Nous avions franchi plusieurs obstacles pour participer à la vie politique. Nous avions tout d’abord été confrontées aux multiples visages de la mentalité de domination masculine qui exclut la femme de l’espace public. Dans des espaces différents et dans des temps différents, nous avions suivi les chemins de nos sœurs et avions vécu les mêmes expériences qu’elles. Nous avions vaincu les préjugés des hommes, de la famille, de la société et nous avions apporté la parole des femmes dans l’arène politique. C’était une lutte difficile. A présent, nous nous retrouvons à nouveau face à l’attitude masculine du pouvoir politique.
Quand vous lirez ce texte, et même si nous vivons dans des réalités, sociales mais aussi politiques, différentes, je pense que vous constaterez – en tant que femme – que nous ne sommes pas si loin l’une de l’autre.
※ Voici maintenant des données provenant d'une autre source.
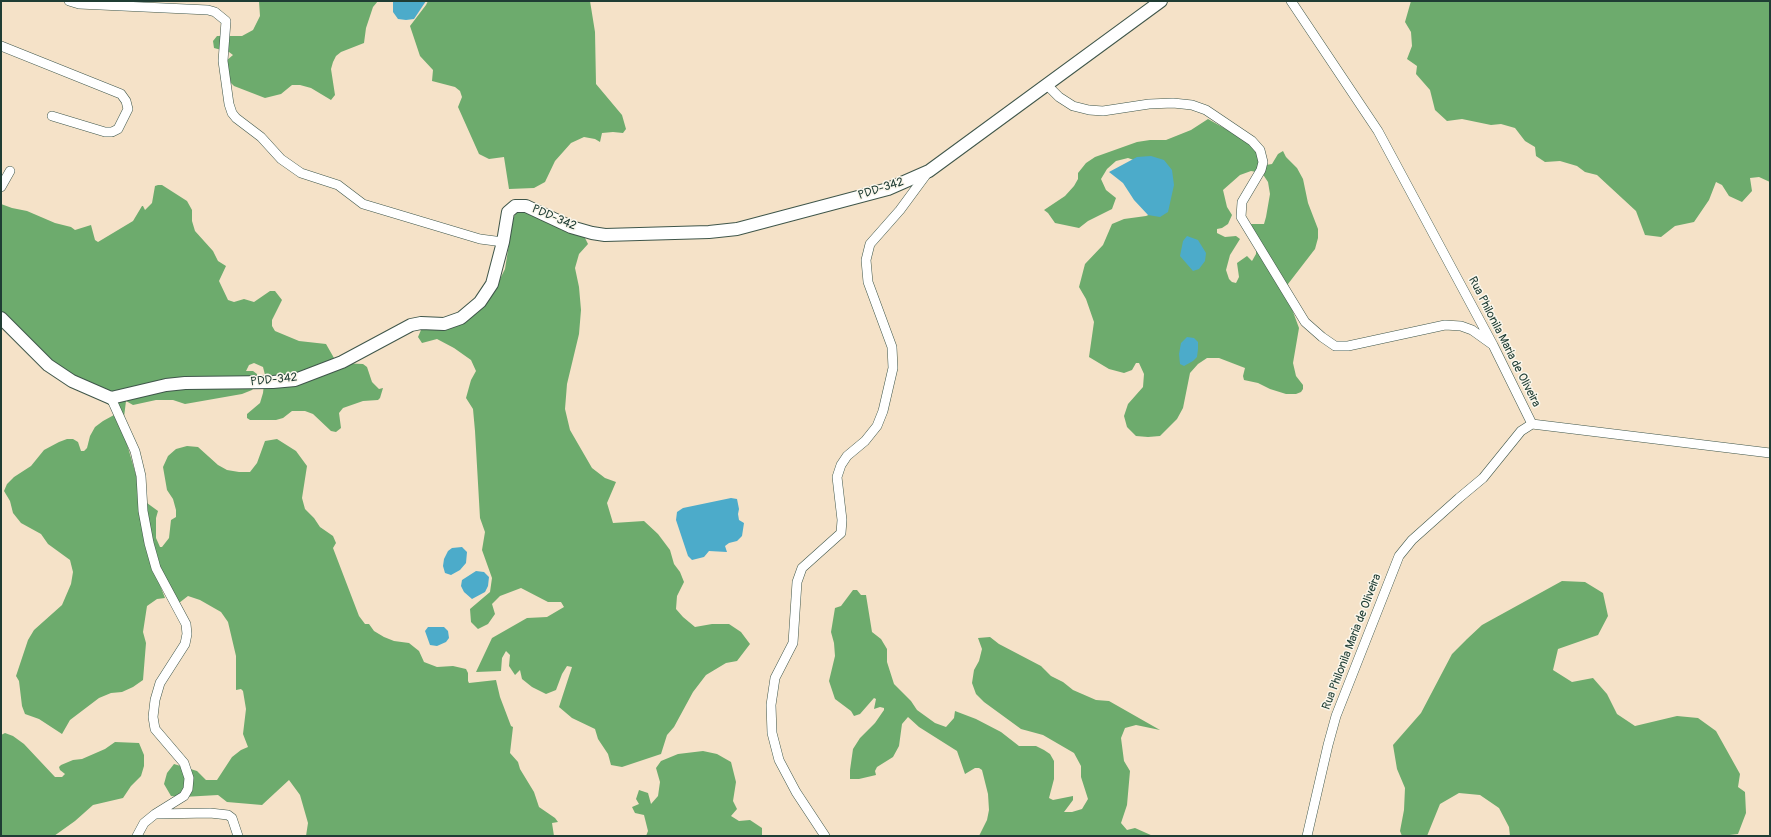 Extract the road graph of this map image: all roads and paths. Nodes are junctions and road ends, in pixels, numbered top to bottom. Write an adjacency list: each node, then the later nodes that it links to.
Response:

Les chemins que nous parcourons, mais aussi notre vision d’un avenir libre et égalitaire, nous rassemblent. Nous puisons notre force et notre ardeur morale dans la solidarité entre femmes. Nous franchissons les frontières qui nous séparent pour partager nos expériences et protéger nos droits acquis.
Même si le système patriarcal dresse des barrières devant nous, je crois que nous réussirons. Je fêterai le 8 mars la Journée internationale de toutes les femmes.